A screen capture from a video purporting to show the aftermath of an Israeli strike on a research facility in the Masyaf area of northwest Syria on July 22, 2018. (Screen capture: Twitter)

On Sunday night, Syrian state media reported that Israel had conducted an airstrikes against an Iran-linked weapons manufacturing facility in Masyaf, near Hama.

On Monday, Israel launched two interceptor missiles from its David’s Sling air defense battery after it spotted what appeared to be incoming rockets from Syria, in the first known operational use of the system.

Ultimately the rockets, which were launched during internal fighting in Syria, failed to cross the border and landed within Syrian territory, the military said.

Another day of quiet

Liberman’s meeting with the IDF top brass came a day after he announced that Israel was prepared to fully reopen the main crossing for goods into the Gaza Strip on Tuesday if the relative calm in the territory persists until then.
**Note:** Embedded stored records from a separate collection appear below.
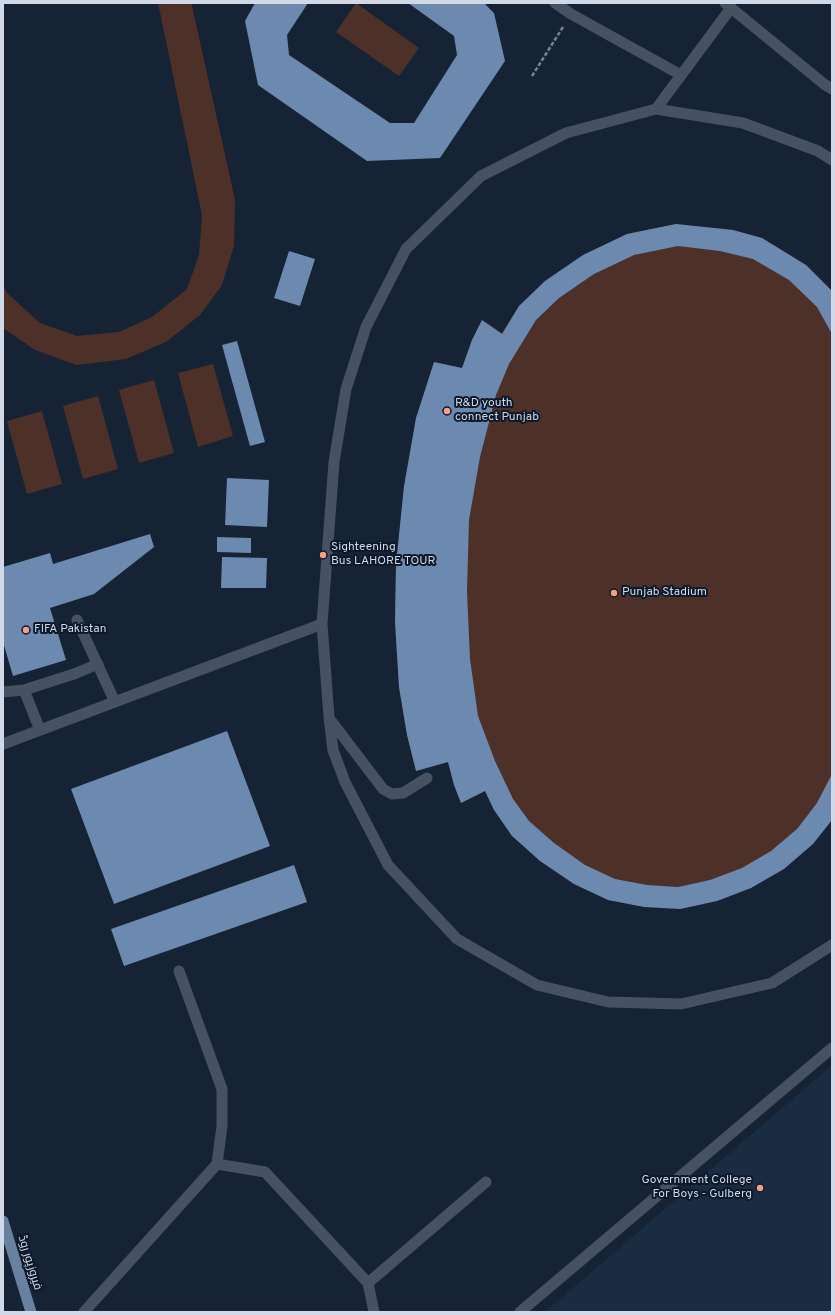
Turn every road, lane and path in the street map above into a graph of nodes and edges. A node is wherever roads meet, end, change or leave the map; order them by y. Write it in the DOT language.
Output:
graph roads {
  1 [pos="555,3"];
  2 [pos="728,6"];
  3 [pos="571,14"];
  4 [pos="681,75"];
  5 [pos="532,76"];
  6 [pos="832,89"];
  7 [pos="656,109"];
  8 [pos="832,160"];
  9 [pos="77,620"];
  10 [pos="322,624"];
  11 [pos="98,664"];
  12 [pos="24,690"];
  13 [pos="3,692"];
  14 [pos="115,702"];
  15 [pos="329,717"];
  16 [pos="40,730"];
  17 [pos="3,744"];
  18 [pos="427,778"];
  19 [pos="832,945"];
  20 [pos="179,972"];
  21 [pos="832,1048"];
  22 [pos="217,1164"];
  23 [pos="486,1182"];
  24 [pos="3,1221"];
  25 [pos="368,1283"];
  26 [pos="31,1312"];
  27 [pos="84,1312"];
  28 [pos="374,1312"];
  29 [pos="520,1312"];
  1 -- 3 [label="street"];
  2 -- 4 [label="street"];
  2 -- 6 [label="street"];
  3 -- 4 [label="street"];
  3 -- 5 [label="path"];
  4 -- 7 [label="street"];
  7 -- 8 [label="street"];
  7 -- 10 [label="street"];
  9 -- 11 [label="street"];
  10 -- 14 [label="street"];
  10 -- 15 [label="street"];
  11 -- 12 [label="street"];
  11 -- 14 [label="street"];
  12 -- 13 [label="street"];
  12 -- 16 [label="street"];
  14 -- 16 [label="street"];
  15 -- 18 [label="street"];
  15 -- 19 [label="street"];
  16 -- 17 [label="street"];
  20 -- 22 [label="street"];
  21 -- 29 [label="street"];
  22 -- 25 [label="street"];
  22 -- 27 [label="street"];
  23 -- 25 [label="street"];
  24 -- 26 [label="main road, فیروزپور روڈ"];
  25 -- 28 [label="street"];
}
“Yesterday was one of the calmest days, perhaps, since March 30,” Liberman said, during a visit to the Kerem Shalom Crossing on Sunday. “If that situation continues today and tomorrow as it was yesterday, then on Tuesday we will revive the regular procedures and also expand the fishing zone to what it was before.”
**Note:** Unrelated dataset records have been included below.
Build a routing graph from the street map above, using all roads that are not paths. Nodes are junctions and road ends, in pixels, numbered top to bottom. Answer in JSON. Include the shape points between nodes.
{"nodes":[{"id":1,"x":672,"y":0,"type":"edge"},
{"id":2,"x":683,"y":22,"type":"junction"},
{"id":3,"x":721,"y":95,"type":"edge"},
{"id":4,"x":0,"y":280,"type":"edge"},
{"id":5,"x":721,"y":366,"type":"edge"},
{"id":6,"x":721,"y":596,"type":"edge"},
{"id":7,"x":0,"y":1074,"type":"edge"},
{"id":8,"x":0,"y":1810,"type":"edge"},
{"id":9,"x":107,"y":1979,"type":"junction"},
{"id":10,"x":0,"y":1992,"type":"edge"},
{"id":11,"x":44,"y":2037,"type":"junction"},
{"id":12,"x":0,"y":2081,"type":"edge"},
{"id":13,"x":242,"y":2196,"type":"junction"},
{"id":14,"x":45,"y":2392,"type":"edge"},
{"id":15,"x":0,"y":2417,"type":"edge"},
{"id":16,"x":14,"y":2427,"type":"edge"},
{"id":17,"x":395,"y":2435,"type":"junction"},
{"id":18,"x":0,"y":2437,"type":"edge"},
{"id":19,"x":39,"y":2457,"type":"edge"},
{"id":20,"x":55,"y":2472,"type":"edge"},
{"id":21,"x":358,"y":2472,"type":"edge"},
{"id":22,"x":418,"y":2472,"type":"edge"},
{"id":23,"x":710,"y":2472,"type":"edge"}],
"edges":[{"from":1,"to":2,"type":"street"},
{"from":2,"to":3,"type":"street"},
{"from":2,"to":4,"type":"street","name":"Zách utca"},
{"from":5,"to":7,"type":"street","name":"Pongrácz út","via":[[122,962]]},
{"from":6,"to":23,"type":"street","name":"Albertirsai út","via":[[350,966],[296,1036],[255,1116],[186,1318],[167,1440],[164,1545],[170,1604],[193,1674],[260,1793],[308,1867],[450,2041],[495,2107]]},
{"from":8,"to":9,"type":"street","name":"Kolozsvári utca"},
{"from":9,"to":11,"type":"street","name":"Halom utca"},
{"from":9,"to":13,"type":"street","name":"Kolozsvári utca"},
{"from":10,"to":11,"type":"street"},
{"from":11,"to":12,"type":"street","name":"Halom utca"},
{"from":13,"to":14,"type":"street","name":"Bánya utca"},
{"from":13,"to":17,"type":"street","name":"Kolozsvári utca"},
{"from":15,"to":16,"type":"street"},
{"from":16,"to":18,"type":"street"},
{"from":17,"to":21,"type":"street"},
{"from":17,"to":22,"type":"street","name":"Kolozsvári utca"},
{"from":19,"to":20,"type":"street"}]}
Defense Minsiter Avigdor Liberman visits the Kerem Shalom Crossing on July 22, 2018. (Ariel Hermoni/Defense Ministry)

The Kerem Shalom Crossing, the only Israeli crossing for commercial goods into and out of the Gaza Strip, has been closed to everything but shipments of food, medicine and occasionally fuel since July 9.

Liberman stressed that calm also meant an end to months of kites and balloons carrying firebombs over the border fence from the Palestinian enclave to burn Israeli farming land.

On Sunday night, an Israeli aircraft fired at a group of Palestinians launching incendiary balloons into southern Israel from the northern Gaza Strip, the army said. The Hamas-run Gazan health ministry said two people were injured in the strike. It listed the injuries as light to moderate.

An incendiary balloon was discovered earlier in the day in the Eshkol region, though it did not start a fire.

Indeed, no blazes sparked by airborne arson devices from Gaza were reported in southern Israel on Sunday, according to a spokesperson for the Fire and Rescue Services southern division.

Since March 30, southern Israel has experienced innumerable fires as a result of incendiary kites and balloons. Over 7,000 acres of land has been burned, causing millions of shekels in damages, according to Israeli officials.

The reported ceasefire with Hamas was reached after the IDF pounded dozens of Hamas targets on Friday night in response to a sniper attack on the border earlier in the evening, in which a soldier was killed.

An undated photo of Sgt. Aviv Levi of the IDF’s Givati Brigade, who was killed by sniper fire from Gaza on July 20, 2018. (Courtesy)

On Friday evening, a Palestinian sniper shot dead an IDF soldier, Staff Sgt. Aviv Levi, 20, along the security fence surrounding the coastal enclave — the first Israeli killed in an attack from Gaza since the 2014 war.

In response, the Israeli military launched a series of raids against dozens of Hamas targets in the Gaza Strip. Four Palestinians were killed, Hamas reported that three were its fighters.

A ceasefire was reached within hours, with many in Israel seeing the speed with which the agreement was reached and the lack of significant counter-attacks by Hamas as a sign that the Gaza-ruling terrorist group was not interested in a new all-out war with the Jewish state.

The Gaza Strip is under an Israeli-Egyptian blockade that the two countries say is meant to prevent the ruling Hamas terror group from smuggling weapons into the Strip.

Israel and Hamas have fought three wars over the past decade.